Eanna Drury
Staff Writer
It has long been clear that the exponents of political correctness do not rationalise even to themselves the proposals which they advocate to their increasingly weary and jaded audience. This, of course, is to be expected: succumbing to political correctness and not expressing ‘controversial’ views, even if honestly and passionately held, requires no thought and no effort. Most ideas dreamt up by the increasingly-hysterical PC brigade are rightly rejected by the general public, be it because they are impractical, have no basis in logical thought or are so bizarre that the only suitable response to them is a mixture of ridicule and incredulity. In certain rare and regrettable cases, however, such an idea may find itself with a serious chance of being adopted due to misleading arguments regarding its merits. Take, for example, the legislation proposed by our coalition government which aims to withhold State funding for political parties which do not ensure that a minimum of 30% of the candidates they put forward for election are female. Such a bill was introduced recently in the Seanad and will presumably be passed down to the Dáil at a later date for a vote. Laughably, this bill proposes to tackle gender equality in Irish politics by introducing legislation which itself discriminates on the basis of gender. This measure is daft, undemocratic and is, as argued by ex- Attorney General McDowell in a recent Sunday Independent article, arguably unconstitutional. It is also hugely demeaning to women and will, if implemented, greatly lower their standing in politics.

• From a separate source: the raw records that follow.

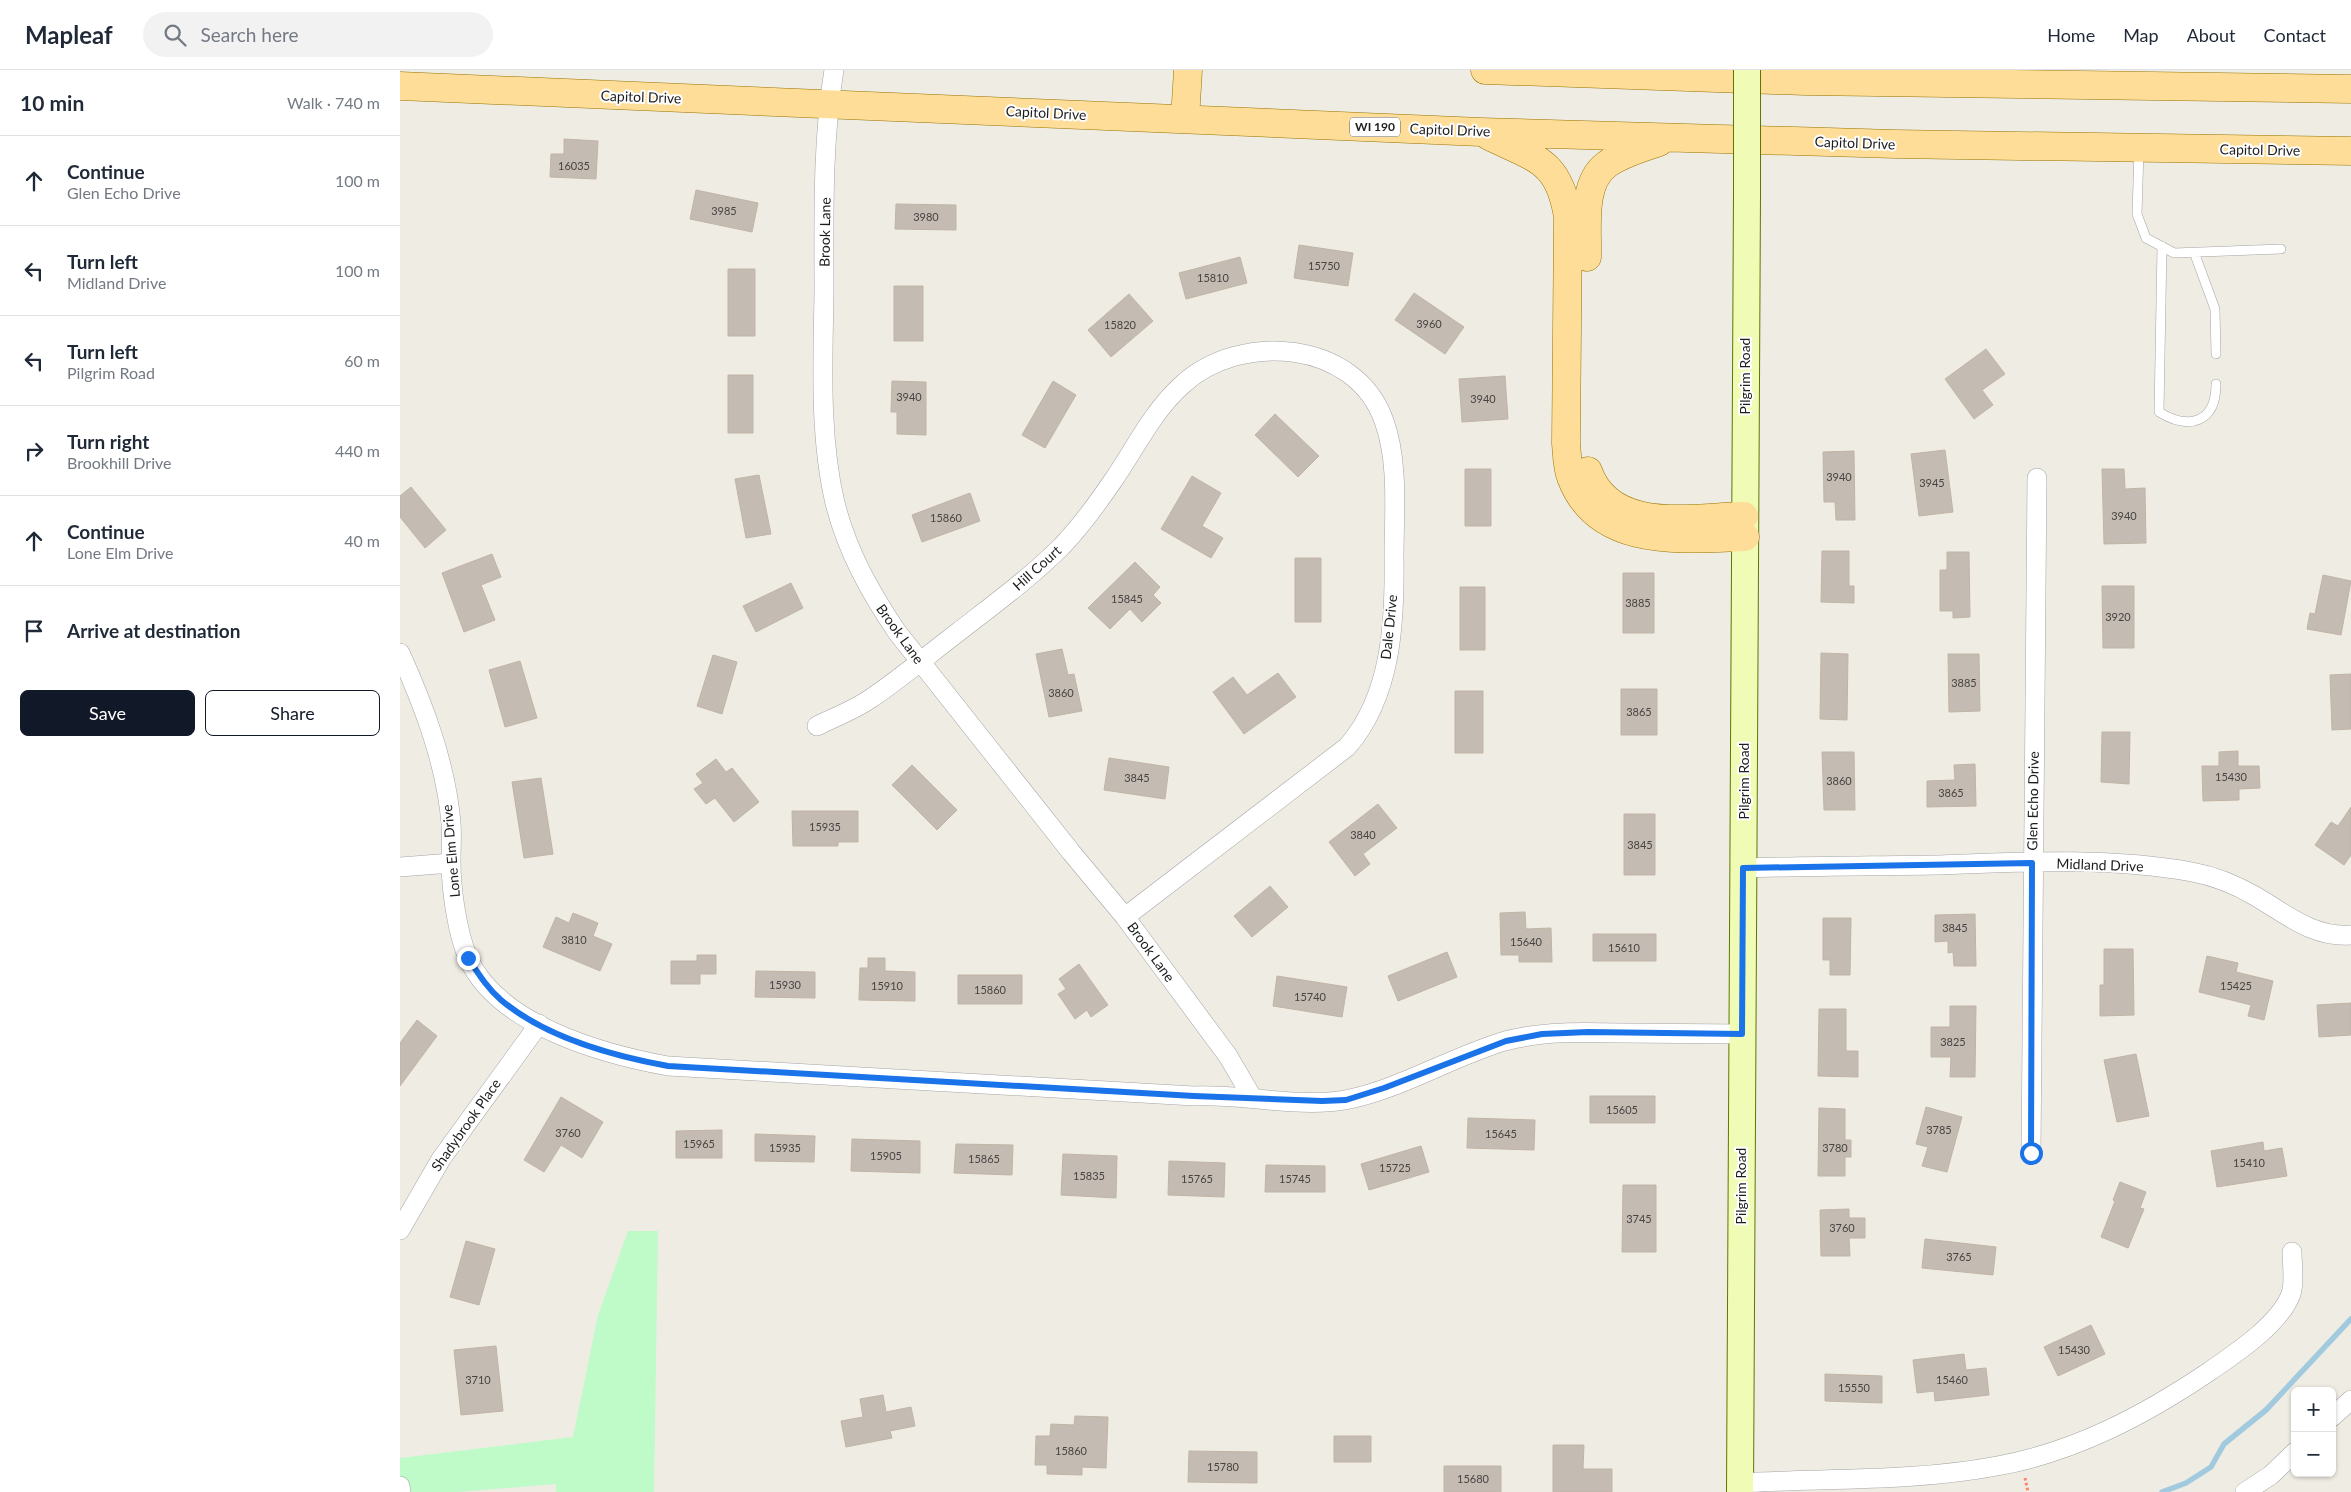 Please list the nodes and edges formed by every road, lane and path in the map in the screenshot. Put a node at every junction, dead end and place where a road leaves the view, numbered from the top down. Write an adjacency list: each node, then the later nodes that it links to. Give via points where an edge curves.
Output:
1 (834, 70): 11 (street, Brook Lane)
2 (1188, 70): 12 (main road)
3 (1485, 70): 7 (main road)
4 (1747, 70): 24 (main road, Pilgrim Road, bridge)
5 (1839, 70): 7 (main road)
6 (1980, 70): 8 (main road)
7 (1805, 81): 8 (main road)
8 (2016, 85): 10 (main road)
9 (400, 86): 11 (main road, Capitol Drive / WI 190)
10 (2351, 89)
11 (829, 103): 12 (main road, Capitol Drive / WI 190); 26 (street, Brook Lane, via 824,204 823,361 827,465 836,505 857,565 873,597)
12 (1185, 119): 13 (main road, Capitol Drive / WI 190)
13 (1481, 132): 14 (main road, Capitol Drive / WI 190); 24 (main road, via 1538,160 1555,174 1565,196 1568,217 1566,443 1570,476 1580,496 1600,518 1616,528 1631,532 1686,539)
14 (1670, 138): 15 (main road, Capitol Drive / WI 190); 24 (main road, via 1606,165 1591,188 1587,233 1584,458 1599,490 1628,513 1658,519)
15 (2139, 148): 16 (main road, Capitol Drive / WI 190); 17 (lane, via 2137,214 2146,238)
16 (2351, 151)
17 (2162, 246): 19 (lane, via 2174,253); 22 (lane, via 2159,412 2174,421 2193,423 2211,412)
18 (2281, 249): 19 (lane)
19 (2194, 252): 20 (lane, via 2215,309)
20 (2216, 354)
21 (1213, 365): 26 (street, Hill Court, via 1184,383 1158,410 1113,481 1063,544 1014,589); 32 (street, Dale Drive, via 1237,355 1288,350 1341,369 1352,375 1369,393 1384,421 1391,460 1394,567 1391,636 1378,696 1367,721 1347,747)
22 (2216, 384)
23 (2037, 478): 29 (street, Glen Echo Drive)
24 (1745, 526): 31 (main road, Pilgrim Road)
25 (400, 653): 28 (street, Lone Elm Drive, via 417,690 438,753 451,823)
26 (919, 662): 27 (street, Hill Court, via 870,699); 32 (street, Brook Lane)
27 (817, 726)
28 (451, 862): 30 (street); 34 (street, Lone Elm Drive, via 468,958 482,980 502,1000)
29 (2032, 863): 31 (street, Midland Drive); 33 (street, Midland Drive, via 2164,868 2201,874 2237,887 2301,926); 37 (street, Glen Echo Drive)
30 (400, 867)
31 (1743, 868): 35 (main road, Pilgrim Road)
32 (1125, 917): 36 (street, Brook Lane, via 1228,1056)
33 (2351, 935)
34 (538, 1024): 36 (street, Lone Elm Drive, via 603,1051 668,1066); 38 (street, Shadybrook Place, via 452,1143)
35 (1742, 1034): 36 (street, Lone Elm Drive, via 1542,1034 1506,1041 1346,1100); 45 (main road, Pilgrim Road)
36 (1252, 1097)
37 (2031, 1153)
38 (400, 1230)
39 (2292, 1252): 45 (street, via 2292,1292 2284,1310 2224,1361 2163,1403 2108,1431 2055,1451 1950,1474)
40 (2351, 1400): 41 (street)
41 (2336, 1413)
42 (2291, 1456): 48 (street, via 2271,1476)
43 (2026, 1484): 47 (path)
44 (400, 1486): 46 (street)
45 (1740, 1488)
46 (401, 1492)
47 (2028, 1492)
48 (2245, 1492)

Gender quotas are, by definition, inherently sexist, as they imply that female candidates cannot get elected on their own merits and must be given a helping hand to attain a position to which they are as equally suited as men. This implication is palpably untrue. Speaking as someone who gave my first preference to a woman in last year’s general election, the argument that women are not given due consideration by voters in the voting booth strikes me as redundant. My vote was not made out of a knee-jerk instinct to be politically correct or because of deeply-rooted feminism but because I felt that the candidate was worthy of my vote because of her competence, intelligence and understanding of both national and local issues. Such a thought process should be the rationale behind every vote cast in this country. It is an inescapable truth that candidates elected by virtue of a gender quota will not be given as much respect as one who has been elected by votes cast for the reasons specified above, and that catapulting a female politician into office against the express wishes of an electorate which voted for another candidate will do absolutely nothing to enhance confidence or respect in a political system which is already the subject of scorn and dissatisfaction.
This bill has been commended by several Irish feminists as a welcome measure to make sure that the needs of Irish women are aptly represented in politics. However, what real feminist would accept a seat gifted to her by a measure which smacks of sexism? As mentioned above, I did not feel before casting my vote and have not felt since that my concerns and desires could not be voiced adequately by the female candidate for whom I voted and who was subsequently elected. Members of the Oireachtas, be they male or female, are elected on a constituency basis by an electorate made up of eligible male and female citizens, and are bound to represent the needs of that constituency as a whole. Women do not vote only for women; men do not just represent men. Isn’t the argument that the needs of Irish women are not being suitably represented in Leinster House itself an essentially sexist one, implying that it is beyond the scope of a man’s capabilities to represent the fairer sex? If this point is to be accepted, it stands to reason that those who argue that the interests of women are not being given due attention by the current political system are themselves taking part in the culture of sexism which they claim gender quotas will eradicate. This makes the concept of introducing such legislation a self-defeating one; in the same way that you should not fight fire with fire, so too should you not fight inequality with inequality.
Furthermore, as argued by Labour TD Joanna Tuffy in a recent article for TheJournal.ie, quotas ‘‘bypass a citizen’s right to vote freely’’ for the candidate or candidates that he or she feels can best serve their needs. Such an electoral condition also slyly implies that the Irish people cannot be trusted to elect a suitable field of candidates which will appropriately represent the country in Leinster House. It is essential in a democracy that the votes of its citizens are honoured in the form of a government which reflects that voting pattern. Any attempt to limit this process raises grave concerns as to the sovereignty, or lack thereof, of Ireland’s citizens. If nothing else, gender quotas should be opposed on this basis. As seen, however, this is but one of myriad reasons why such a measure should never attain legislative status. After all, positive discrimination is discrimination all the same.